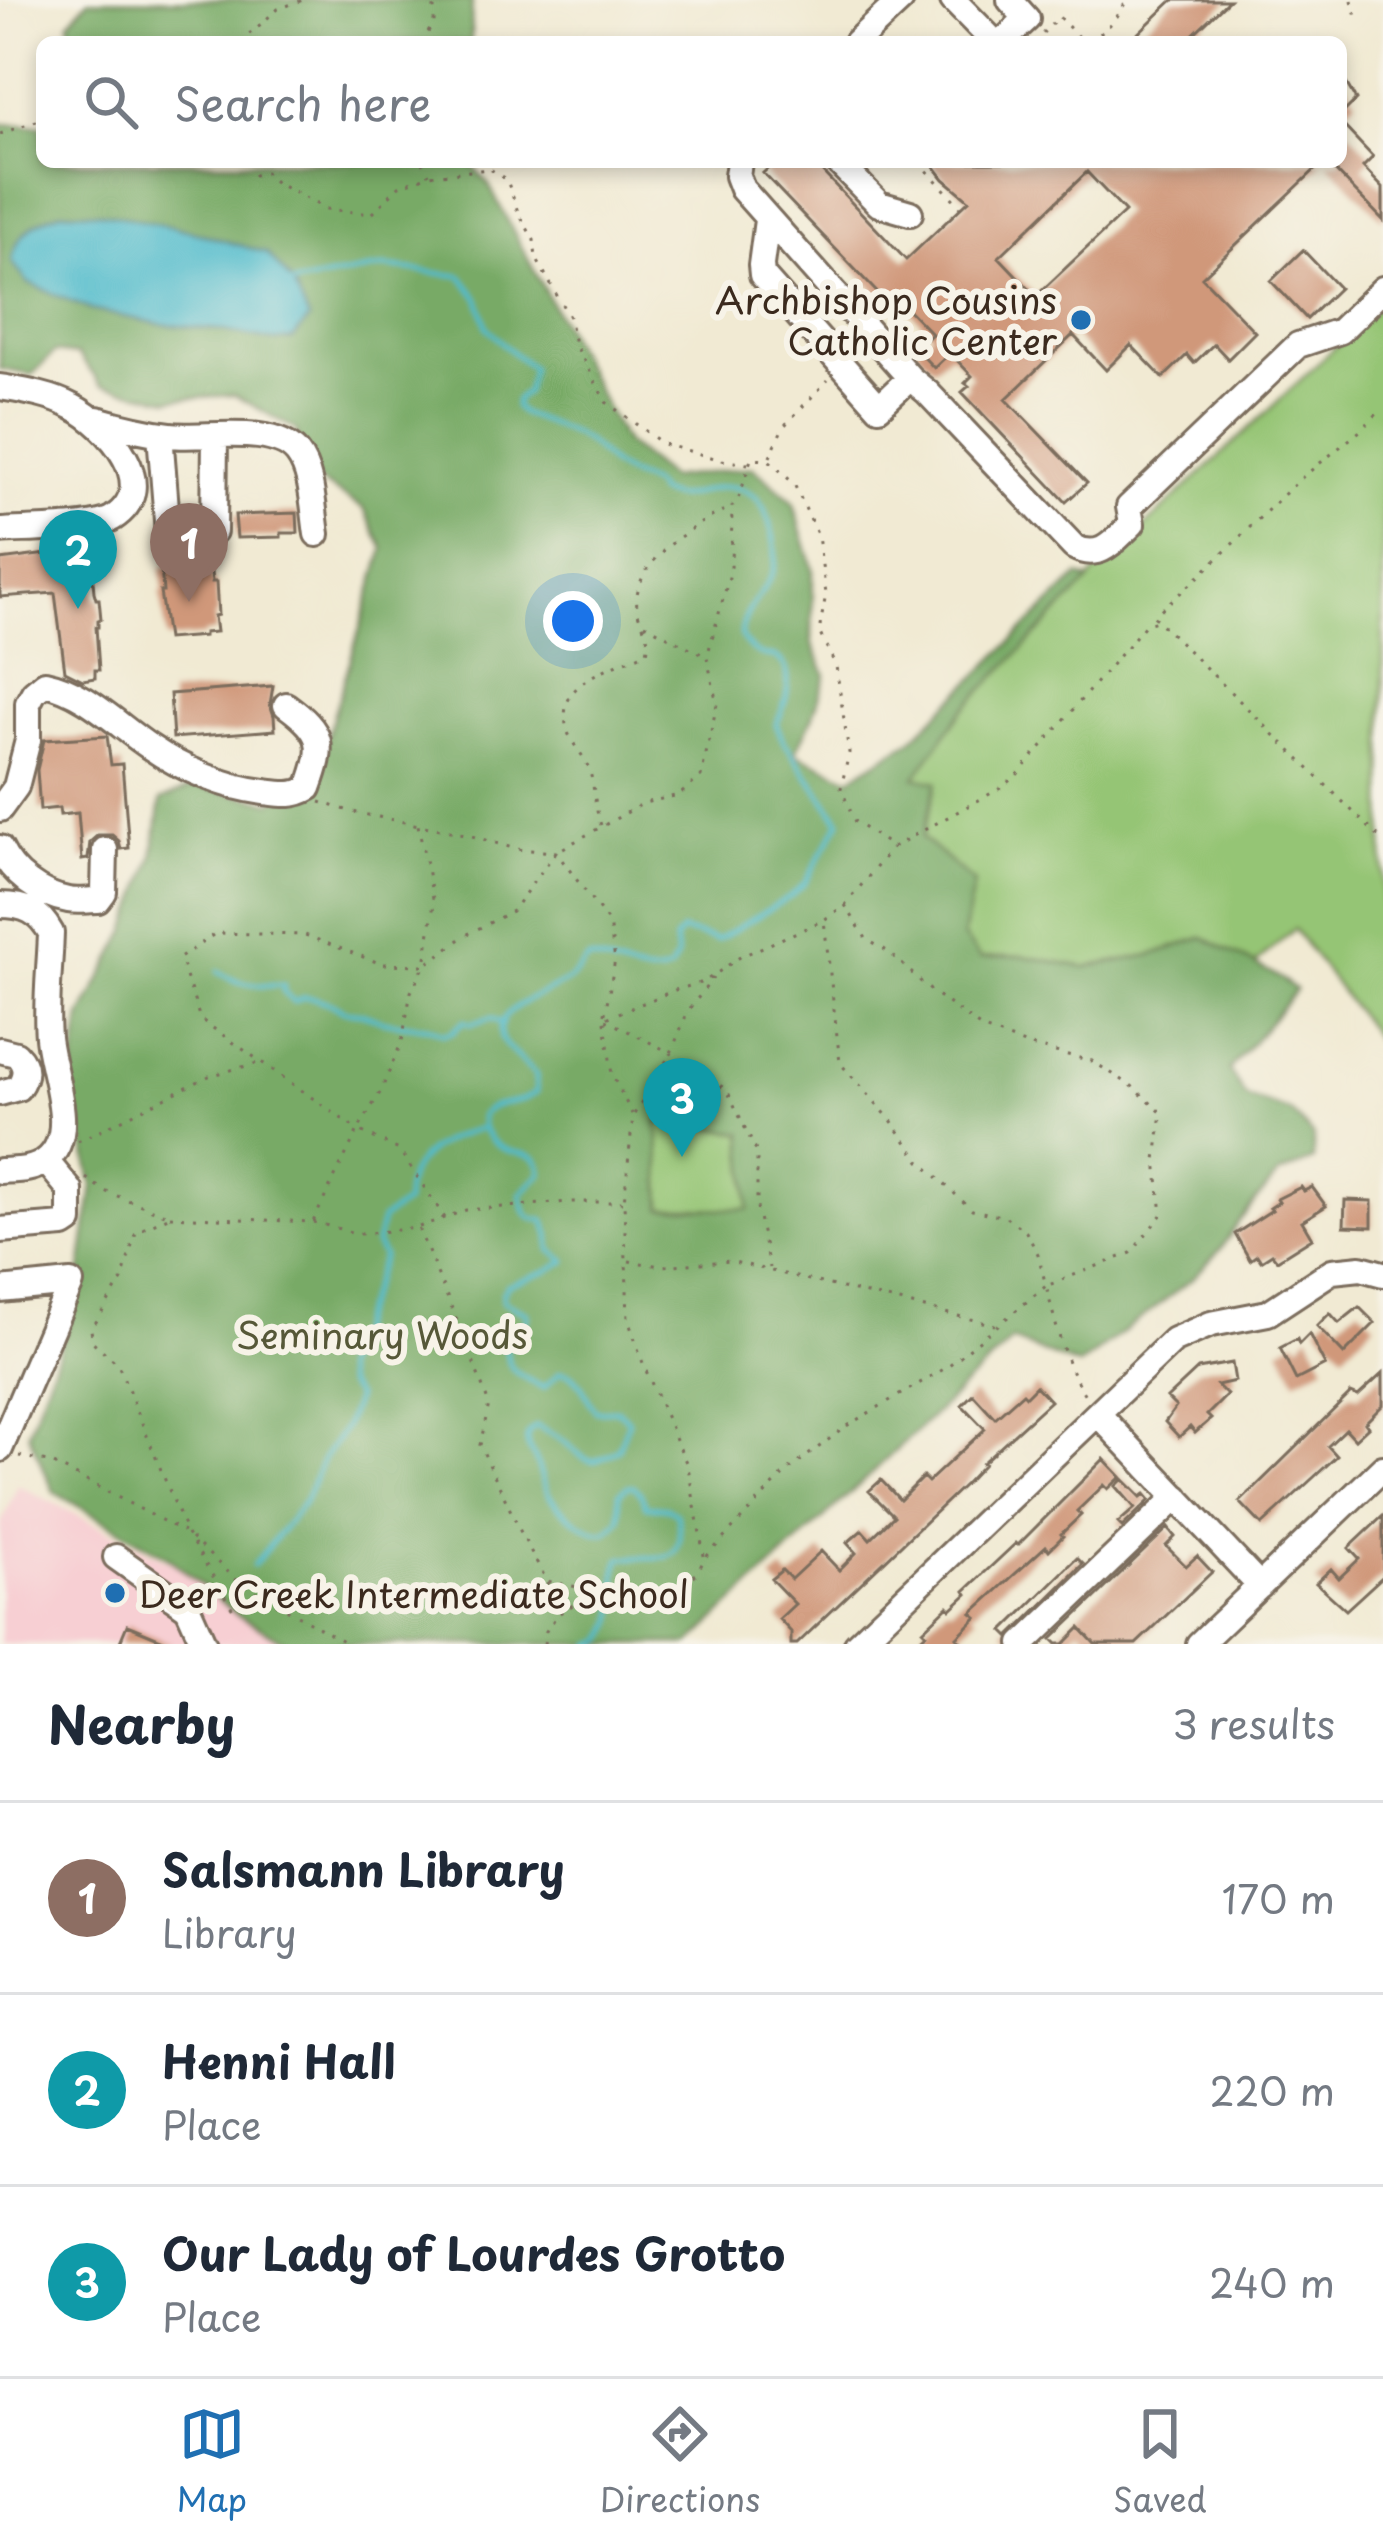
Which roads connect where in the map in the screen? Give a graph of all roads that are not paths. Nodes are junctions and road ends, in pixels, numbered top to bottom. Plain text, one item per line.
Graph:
1 (901, 0) edge
2 (953, 0) edge
3 (1010, 0) edge
4 (862, 36) edge
5 (992, 36) edge
6 (1006, 36) edge
7 (738, 168) edge
8 (844, 168) edge
9 (910, 213) dead end
10 (767, 220) junction
11 (1383, 290) edge
12 (919, 385) junction
13 (0, 386) edge
14 (89, 416) junction
15 (160, 434) junction
16 (215, 436) junction
17 (0, 531) edge
18 (317, 534) dead end
19 (286, 705) dead end
20 (0, 809) edge
21 (0, 848) edge
22 (105, 850) dead end
23 (0, 905) edge
24 (0, 1050) edge
25 (25, 1074) junction
26 (56, 1082) junction
27 (0, 1094) edge
28 (50, 1157) junction
29 (0, 1171) edge
30 (0, 1230) edge
31 (1383, 1274) edge
32 (0, 1290) edge
33 (1098, 1414) junction
34 (9, 1452) edge
35 (1383, 1468) edge
36 (1177, 1497) junction
37 (116, 1557) dead end
38 (1260, 1586) junction
39 (204, 1644) edge
40 (857, 1644) edge
41 (1023, 1644) edge
42 (1199, 1644) edge

1 - 4 street
2 - 5 street
3 - 6 street
7 - 10 street
8 - 9 street
10 - 12 street
10 - 12 street
11 - 12 street
13 - 14 street
14 - 15 street
14 - 17 street
15 - 16 street
15 - 16 street
16 - 18 street
19 - 20 street
21 - 22 street
23 - 26 street
24 - 25 street
25 - 26 street
25 - 27 street
26 - 28 street
28 - 29 street
28 - 30 street
31 - 33 street
32 - 34 street
33 - 36 street
33 - 40 street
35 - 38 street
36 - 38 street
36 - 41 street
37 - 39 street
38 - 42 street

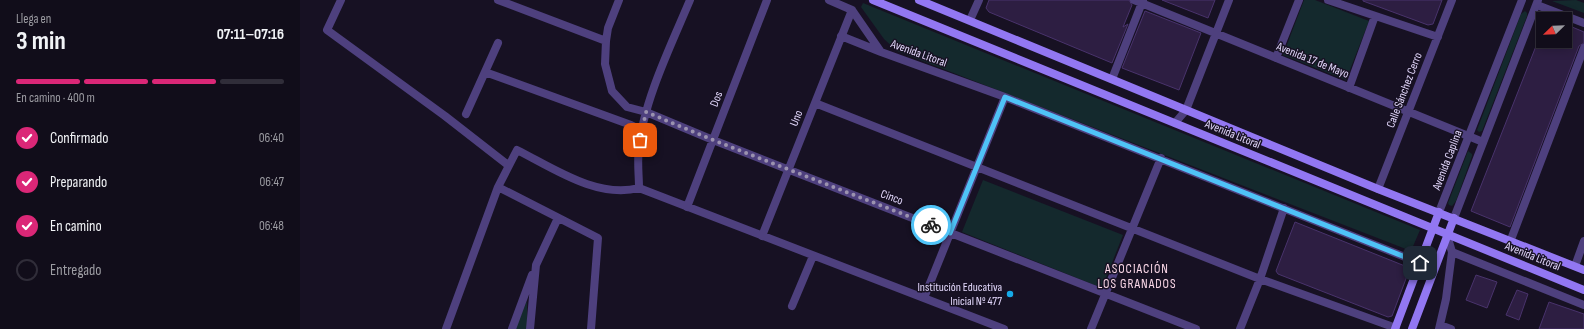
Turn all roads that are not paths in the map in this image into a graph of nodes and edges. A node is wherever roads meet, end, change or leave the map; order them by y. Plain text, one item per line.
════════════════
Every line above that holds "text" counts once; state the total and nothing else.

● **Result of this exercise**
2